Kind of like people, isn’t it? They only let a little bit of themselves show through to everyone else. And the rest gets hidden by the lies they wear.

Taking a deep breath, I step behind one of the folding screens so I can start putting on my lies.

 

 

 

Event Log: Ilyana Kemaim

Avvikerene: The Decadent Forest

12/8/12764 12:26am SGT

“Get the purge potion, it should be in my tent!”

Kwyn gives me a worried look through her broken visor. “Are you sure? He’s—” She grits her teeth as Dare heaves upward again, trying to thrash free with obscene strength. We both lean our weight down on him, pinning his arms and straddling his legs to keep him from getting up. “—goddamn! What did they put in that dart? He’s juiced!”

“It’s neurostim or hallucinogen or something but it doesn’t matter because it’s only going to get worse the longer we wait!” I snap at her, planting my hand on Dare’s forehead and keeping it pinned to the ground. “My tent! Potions are in my suit, it’ll be in the utility pocket on the beltline, grab all of them!”

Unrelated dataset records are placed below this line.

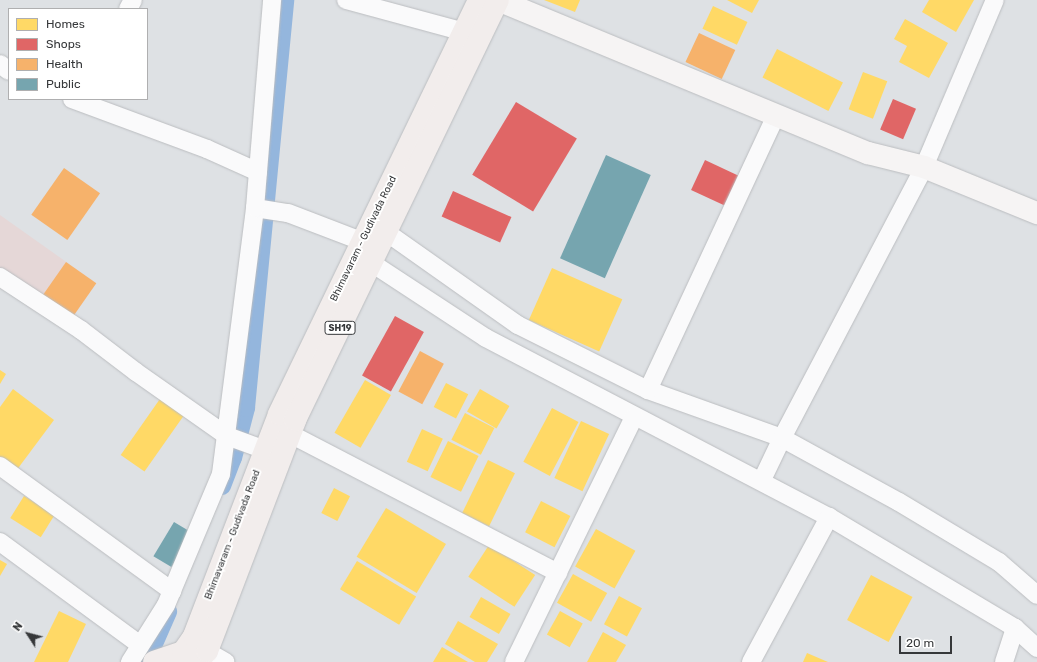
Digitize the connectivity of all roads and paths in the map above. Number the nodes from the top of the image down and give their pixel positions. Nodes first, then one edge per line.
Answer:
1 (272, 0) edge
2 (346, 0) edge
3 (480, 0) edge
4 (498, 0) edge
5 (995, 0) edge
6 (473, 33) junction
7 (0, 64) edge
8 (8, 70) edge
9 (78, 100) edge
10 (776, 116) junction
11 (924, 167) junction
12 (258, 172) junction
13 (255, 208) junction
14 (1037, 212) edge
15 (371, 248) junction
16 (0, 277) edge
17 (648, 390) junction
18 (634, 417) junction
19 (290, 434) junction
20 (230, 437) junction
21 (782, 438) junction
22 (262, 449) junction
23 (0, 466) edge
24 (762, 480) junction
25 (829, 517) junction
26 (0, 542) edge
27 (558, 573) junction
28 (172, 591) junction
29 (1037, 595) edge
30 (1015, 628) junction
31 (140, 645) junction
32 (1037, 648) edge
33 (194, 652) edge
34 (130, 662) edge
35 (154, 662) edge
36 (226, 662) edge
37 (514, 662) edge
38 (751, 662) edge
39 (1004, 662) edge

1 - 12 street
2 - 6 street
3 - 6 main road, Bhimavaram - Gudivada Road / SH19
4 - 6 main road, Bhimavaram - Gudivada Road / SH19
4 - 10 main road
5 - 11 street
6 - 15 main road, Bhimavaram - Gudivada Road / SH19
7 - 8 street
9 - 12 street
10 - 11 main road
10 - 17 street
11 - 14 main road
11 - 21 street
12 - 13 street
13 - 15 street
13 - 20 street
15 - 17 street
15 - 18 street
15 - 19 main road, Bhimavaram - Gudivada Road / SH19
15 - 22 main road, Bhimavaram - Gudivada Road / SH19
16 - 20 street
17 - 21 street
18 - 24 street
18 - 27 street
19 - 27 street
19 - 33 main road, Bhimavaram - Gudivada Road / SH19
20 - 22 street
20 - 28 street
21 - 24 street
21 - 29 street
22 - 33 main road, Bhimavaram - Gudivada Road / SH19
23 - 28 street
24 - 25 street
25 - 30 street
25 - 38 street
26 - 31 street
27 - 37 street
28 - 31 street
30 - 32 street
30 - 39 street
31 - 34 street
33 - 35 main road
33 - 36 street

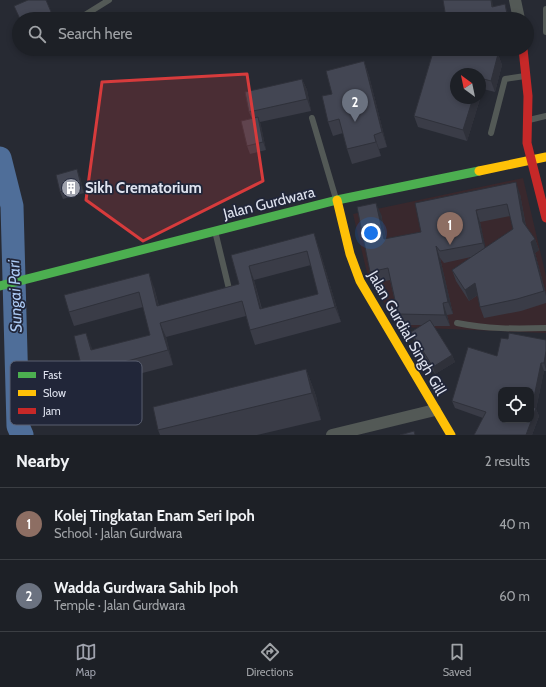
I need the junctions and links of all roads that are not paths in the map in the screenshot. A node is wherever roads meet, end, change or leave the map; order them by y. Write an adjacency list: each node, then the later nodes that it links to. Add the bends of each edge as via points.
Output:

“Okay, I’m about to let go of him!” she says, starting to lean to the side.

I reposition myself, moving my hand from his head to the arm that Kwyn’s holding down, and straddling his waist as best I can. “I got ‘im, go!”

Kwyn lurches off Dare, diving through the protective dome of white light she set up moments ago. As soon as she passes through it, another feathered dart shoots down from the canopy overhead, but it bounces off the backplate of her power armor. She scrambles into my tent, rooting through my sleeping bag and supplies, and then I have to turn my attention back to Dare when he tries to surge up again.

“Stay down, Dare!” I hiss at him, bearing my weight back down on his wrists, keeping them pinned to the ground. I don’t even know if he can hear me; his pupils are dilated, though to different sizes, and his chest is heaving with fast and shallow breathing. From what Kwyn had told me, he’d been in the middle of handing off the nightwatch to her, and someone up in the canopy had nailed him in the neck with a dart the moment he’d stepped out of his Axiom suit. Things had quickly gone south at that point, with Dare turning incoherent and behaving erratically, and the commotion quickly woke me up and got us to where we were now.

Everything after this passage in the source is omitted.